The Virtues of Automation vs Paper in Microbiology


Article by Sandra Gay PhD., Pharma Marketing Manager at bioMérieux

Microbiology is largely believed to be the last bastion of manual sampling and handling, giving it the reputation of being far from any possible data integrity friendly solution. This is not necessarily true however. Data integrity is a company culture, achievable with paper and manual solutions. The regulations are clear on this point. Having said that, paper and manual handing of data are not necessarily the easiest ways of treating data.

The risk of error is increased, and even with all the good will in the world, handling of petri dishes, making sure the right plate is incubated at the right temperature for the correct amount of days, doing the reading and enumeration of any potential growth, reporting the results on paper reporting the result again on an electronic format , are all activities that are prone to errors when paper based.

The impact of error on the Quality Control laboratory is complex. Without a doubt, the biggest risk is the impact on patient health if the error induces a non-detected contamination. The handling of so much data often requires a second reader to validate the data, and any error will require an invalidation of the test. The time and resources allocated to such data management seriously hinder the productivity of the microbiology laboratory, in addition to enhancing the risk of not being compliant (and potentially failing inspection or audit).

Data integrity, when taken seriously can be a productivity partner for the microbiology lab. For example, using systems like incubators-readers of petri dishes will contribute to stabilizing the microbiology quality control processes and streamline the workflow through complete automation of the traditional microbiological control. Data integrity is not just a theoretical concept designed to make inspections more difficult.

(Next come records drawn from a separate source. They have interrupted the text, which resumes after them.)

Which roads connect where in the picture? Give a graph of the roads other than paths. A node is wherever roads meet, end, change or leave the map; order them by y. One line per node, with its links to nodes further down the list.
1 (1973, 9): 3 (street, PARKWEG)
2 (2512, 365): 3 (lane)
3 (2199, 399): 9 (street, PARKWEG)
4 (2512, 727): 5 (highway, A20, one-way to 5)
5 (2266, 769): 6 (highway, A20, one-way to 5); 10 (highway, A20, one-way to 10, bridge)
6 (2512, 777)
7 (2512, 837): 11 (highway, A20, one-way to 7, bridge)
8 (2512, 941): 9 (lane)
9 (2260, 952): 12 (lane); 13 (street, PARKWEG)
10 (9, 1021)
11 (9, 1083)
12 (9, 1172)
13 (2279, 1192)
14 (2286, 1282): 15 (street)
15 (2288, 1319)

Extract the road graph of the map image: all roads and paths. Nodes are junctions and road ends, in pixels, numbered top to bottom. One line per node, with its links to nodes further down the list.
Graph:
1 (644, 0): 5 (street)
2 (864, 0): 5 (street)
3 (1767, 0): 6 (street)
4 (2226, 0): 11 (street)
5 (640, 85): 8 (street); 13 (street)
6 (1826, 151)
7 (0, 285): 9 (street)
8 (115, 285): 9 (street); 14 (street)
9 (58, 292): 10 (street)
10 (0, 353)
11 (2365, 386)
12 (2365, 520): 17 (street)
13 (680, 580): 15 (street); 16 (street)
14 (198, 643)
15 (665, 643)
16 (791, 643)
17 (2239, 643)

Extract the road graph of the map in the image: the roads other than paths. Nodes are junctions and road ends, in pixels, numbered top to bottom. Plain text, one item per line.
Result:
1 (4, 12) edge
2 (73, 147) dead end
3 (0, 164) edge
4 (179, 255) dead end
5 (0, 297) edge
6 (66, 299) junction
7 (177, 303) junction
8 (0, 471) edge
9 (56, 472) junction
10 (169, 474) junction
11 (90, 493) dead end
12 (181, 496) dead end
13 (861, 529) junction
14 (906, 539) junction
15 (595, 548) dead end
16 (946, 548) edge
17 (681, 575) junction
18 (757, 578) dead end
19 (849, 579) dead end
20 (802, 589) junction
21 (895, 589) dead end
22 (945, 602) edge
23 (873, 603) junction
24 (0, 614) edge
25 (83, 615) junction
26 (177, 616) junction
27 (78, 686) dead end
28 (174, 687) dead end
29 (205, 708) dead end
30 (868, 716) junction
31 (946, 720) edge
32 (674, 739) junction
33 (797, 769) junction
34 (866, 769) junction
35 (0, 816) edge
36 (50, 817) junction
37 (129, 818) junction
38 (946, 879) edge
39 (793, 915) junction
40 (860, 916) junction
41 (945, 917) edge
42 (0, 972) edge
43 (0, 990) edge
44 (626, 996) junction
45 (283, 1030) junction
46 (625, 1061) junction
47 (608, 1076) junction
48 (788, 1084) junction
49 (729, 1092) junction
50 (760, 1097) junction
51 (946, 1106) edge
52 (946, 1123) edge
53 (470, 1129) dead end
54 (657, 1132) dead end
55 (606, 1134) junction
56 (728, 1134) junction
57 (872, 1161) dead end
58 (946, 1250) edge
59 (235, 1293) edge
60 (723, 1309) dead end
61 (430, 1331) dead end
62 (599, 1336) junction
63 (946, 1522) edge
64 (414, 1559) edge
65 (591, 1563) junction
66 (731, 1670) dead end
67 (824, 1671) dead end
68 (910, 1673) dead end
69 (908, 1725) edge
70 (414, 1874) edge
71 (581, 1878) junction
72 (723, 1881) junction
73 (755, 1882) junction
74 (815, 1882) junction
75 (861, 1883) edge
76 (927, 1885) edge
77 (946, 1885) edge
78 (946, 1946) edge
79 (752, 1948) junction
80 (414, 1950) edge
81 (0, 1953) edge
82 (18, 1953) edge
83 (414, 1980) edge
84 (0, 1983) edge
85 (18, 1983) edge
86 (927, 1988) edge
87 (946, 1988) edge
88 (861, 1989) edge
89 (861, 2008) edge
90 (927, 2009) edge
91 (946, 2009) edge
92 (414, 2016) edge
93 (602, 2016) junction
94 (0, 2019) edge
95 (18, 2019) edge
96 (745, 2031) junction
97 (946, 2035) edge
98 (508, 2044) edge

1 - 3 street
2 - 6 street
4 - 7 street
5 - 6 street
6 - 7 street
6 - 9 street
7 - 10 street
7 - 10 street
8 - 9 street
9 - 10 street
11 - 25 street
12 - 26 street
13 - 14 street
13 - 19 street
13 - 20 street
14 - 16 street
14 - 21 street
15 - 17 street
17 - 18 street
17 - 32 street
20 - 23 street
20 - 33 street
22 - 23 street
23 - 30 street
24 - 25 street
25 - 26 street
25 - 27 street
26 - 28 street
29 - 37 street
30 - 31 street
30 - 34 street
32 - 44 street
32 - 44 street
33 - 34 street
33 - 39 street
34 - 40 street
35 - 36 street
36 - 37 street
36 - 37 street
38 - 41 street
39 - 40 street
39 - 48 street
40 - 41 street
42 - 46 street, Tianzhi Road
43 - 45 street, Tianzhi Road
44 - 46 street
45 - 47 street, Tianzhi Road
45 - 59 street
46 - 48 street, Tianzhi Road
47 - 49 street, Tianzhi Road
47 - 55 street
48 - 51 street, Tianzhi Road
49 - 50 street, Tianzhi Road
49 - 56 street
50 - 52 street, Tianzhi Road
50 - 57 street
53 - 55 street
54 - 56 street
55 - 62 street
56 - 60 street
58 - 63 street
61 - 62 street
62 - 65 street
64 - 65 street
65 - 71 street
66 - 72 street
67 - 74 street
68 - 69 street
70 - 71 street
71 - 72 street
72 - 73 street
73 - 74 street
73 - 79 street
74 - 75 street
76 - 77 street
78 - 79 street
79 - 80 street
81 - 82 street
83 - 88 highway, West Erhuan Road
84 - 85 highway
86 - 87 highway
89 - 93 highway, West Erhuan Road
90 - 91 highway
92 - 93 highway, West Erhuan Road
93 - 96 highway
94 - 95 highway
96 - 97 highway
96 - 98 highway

It can actually add value to pharmaceutical businesses by increasing productivity, saving costs by producing less errors, as well as requiring less resources for double reading, test invalidation and data reporting. These systems will also help pharmaceutical companies react more quickly with faster alerts for Out of Specification results in the enumeration samples, or offer the possibility to go back to the plates pictures and review growth patterns of plates displaying questionable results to reveal behaviors like swarming.

21 CFR Part 11 compliance mentioned on the instrument documentation gives the assurance that the system includes technical and procedural controls that contribute to data integrity. 21 CFR Part 11 is only one part of the bigger picture of data integrity.

A microbiological control system in the pharmaceutical industry should provide ALCOA + data (Attributable, Legible, Contemporaneous, Original, Accurate, Complete, Consistent, Enduring, Available) with a readable audit trail. What is the use of an audit trail if it is unintelligible the day the pharmaceutical company gets an inspection, or if it only provides a given group of non-selected data.

Available data during the audit trail could simply be a search routine imbedded in the audit trail to help the pharmaceutical industry focus on what really matters. Data integrity is a company culture that goes beyond 21CFR11, audit trails or barcoding. Those are a very good start of course. It’s as important to make sure the vendor of the system has data integrity as a mindset within his own company.

As stated by a group of pharmaceutical industry experts in the PDA technical report 33: “vendors should have in place an appropriate quality system for designing, manufacturing, testing and release of equipment, software, reagents and consumables throughout the technology life cycle. Implementing in the development processes of the vendors tools like traceability matrices are basics for data integrity imbedded into the life cycle of the instruments or solution that in the end will be used to make sure the product is safe for the patient health.”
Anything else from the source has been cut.